**Aim of the task**:
From the entries, return every line where the string "points" shows up.
▬▬▬▬▬▬
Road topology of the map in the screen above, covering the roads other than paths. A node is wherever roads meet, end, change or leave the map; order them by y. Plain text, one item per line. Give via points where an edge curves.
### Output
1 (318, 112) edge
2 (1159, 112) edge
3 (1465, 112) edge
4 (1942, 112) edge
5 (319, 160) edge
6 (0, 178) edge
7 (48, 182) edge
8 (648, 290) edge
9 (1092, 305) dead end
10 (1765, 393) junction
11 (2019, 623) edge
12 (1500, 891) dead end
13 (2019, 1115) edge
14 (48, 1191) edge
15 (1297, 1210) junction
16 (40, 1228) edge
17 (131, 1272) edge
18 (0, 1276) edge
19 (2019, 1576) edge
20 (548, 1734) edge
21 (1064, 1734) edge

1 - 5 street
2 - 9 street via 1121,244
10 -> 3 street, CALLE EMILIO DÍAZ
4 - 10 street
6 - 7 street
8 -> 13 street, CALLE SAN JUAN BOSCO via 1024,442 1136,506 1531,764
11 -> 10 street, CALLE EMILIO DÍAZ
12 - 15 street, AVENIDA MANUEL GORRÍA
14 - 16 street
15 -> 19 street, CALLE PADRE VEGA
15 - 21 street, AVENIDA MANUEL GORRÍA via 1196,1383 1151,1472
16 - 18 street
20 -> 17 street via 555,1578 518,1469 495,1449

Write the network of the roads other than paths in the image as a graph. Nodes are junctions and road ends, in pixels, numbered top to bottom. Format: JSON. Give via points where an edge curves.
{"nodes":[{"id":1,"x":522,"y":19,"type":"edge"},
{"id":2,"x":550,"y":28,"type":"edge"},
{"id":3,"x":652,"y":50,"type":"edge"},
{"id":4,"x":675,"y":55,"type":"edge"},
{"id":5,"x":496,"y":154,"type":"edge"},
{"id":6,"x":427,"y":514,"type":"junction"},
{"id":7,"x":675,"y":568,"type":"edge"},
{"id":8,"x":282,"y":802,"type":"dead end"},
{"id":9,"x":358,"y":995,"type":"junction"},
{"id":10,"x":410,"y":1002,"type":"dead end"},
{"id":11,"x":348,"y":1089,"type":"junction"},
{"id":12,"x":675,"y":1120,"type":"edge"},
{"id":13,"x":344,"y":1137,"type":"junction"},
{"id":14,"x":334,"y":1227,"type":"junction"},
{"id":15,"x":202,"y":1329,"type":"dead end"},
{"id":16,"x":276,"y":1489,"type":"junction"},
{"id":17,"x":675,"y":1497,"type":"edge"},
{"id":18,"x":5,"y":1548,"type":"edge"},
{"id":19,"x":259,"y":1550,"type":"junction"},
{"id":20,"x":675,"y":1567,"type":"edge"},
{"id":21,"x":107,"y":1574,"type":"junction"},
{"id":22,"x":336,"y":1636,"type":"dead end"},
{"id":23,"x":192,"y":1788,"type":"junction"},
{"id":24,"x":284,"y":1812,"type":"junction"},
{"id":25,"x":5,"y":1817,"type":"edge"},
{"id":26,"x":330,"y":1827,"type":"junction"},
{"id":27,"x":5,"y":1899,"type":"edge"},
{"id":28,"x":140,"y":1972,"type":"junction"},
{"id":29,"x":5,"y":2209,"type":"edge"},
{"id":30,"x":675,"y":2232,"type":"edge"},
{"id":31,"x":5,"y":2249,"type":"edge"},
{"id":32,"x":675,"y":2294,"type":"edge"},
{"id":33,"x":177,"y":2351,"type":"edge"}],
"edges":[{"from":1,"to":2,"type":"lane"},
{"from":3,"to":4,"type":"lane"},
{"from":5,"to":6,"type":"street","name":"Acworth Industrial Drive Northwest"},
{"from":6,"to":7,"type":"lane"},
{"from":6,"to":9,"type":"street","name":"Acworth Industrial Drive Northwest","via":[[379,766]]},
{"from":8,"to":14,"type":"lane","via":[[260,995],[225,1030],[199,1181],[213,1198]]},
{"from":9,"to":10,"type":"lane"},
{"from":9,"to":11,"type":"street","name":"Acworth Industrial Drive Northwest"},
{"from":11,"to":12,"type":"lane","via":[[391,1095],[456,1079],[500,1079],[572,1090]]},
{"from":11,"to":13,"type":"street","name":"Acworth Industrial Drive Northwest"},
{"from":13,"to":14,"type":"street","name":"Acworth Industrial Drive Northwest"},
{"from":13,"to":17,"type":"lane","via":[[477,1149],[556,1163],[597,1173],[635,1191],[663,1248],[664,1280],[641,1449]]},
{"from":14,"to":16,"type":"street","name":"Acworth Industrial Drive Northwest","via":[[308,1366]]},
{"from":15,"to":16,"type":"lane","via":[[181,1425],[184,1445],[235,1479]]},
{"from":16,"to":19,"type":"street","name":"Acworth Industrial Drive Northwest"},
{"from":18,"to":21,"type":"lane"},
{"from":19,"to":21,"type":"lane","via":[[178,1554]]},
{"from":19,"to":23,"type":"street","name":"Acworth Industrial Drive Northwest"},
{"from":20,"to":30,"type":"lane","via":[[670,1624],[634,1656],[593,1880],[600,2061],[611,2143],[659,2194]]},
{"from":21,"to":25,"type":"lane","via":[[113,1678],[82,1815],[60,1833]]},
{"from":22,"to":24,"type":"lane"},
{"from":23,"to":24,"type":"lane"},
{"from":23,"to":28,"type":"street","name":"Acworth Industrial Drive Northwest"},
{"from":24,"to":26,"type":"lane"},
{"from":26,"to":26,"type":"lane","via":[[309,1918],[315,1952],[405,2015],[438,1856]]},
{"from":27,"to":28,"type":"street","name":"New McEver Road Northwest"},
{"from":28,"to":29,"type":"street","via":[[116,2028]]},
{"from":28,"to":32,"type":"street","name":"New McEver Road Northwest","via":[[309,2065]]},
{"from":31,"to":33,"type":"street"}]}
▬▬▬▬▬▬
**Completed exercise**:
Road topology of the map in the screen above, covering the roads other than paths. A node is wherever roads meet, end, change or leave the map; order them by y. Plain text, one item per line. Give via points where an edge curves.
Write the network of the roads other than paths in the image as a graph. Nodes are junctions and road ends, in pixels, numbered top to bottom. Format: JSON. Give via points where an edge curves.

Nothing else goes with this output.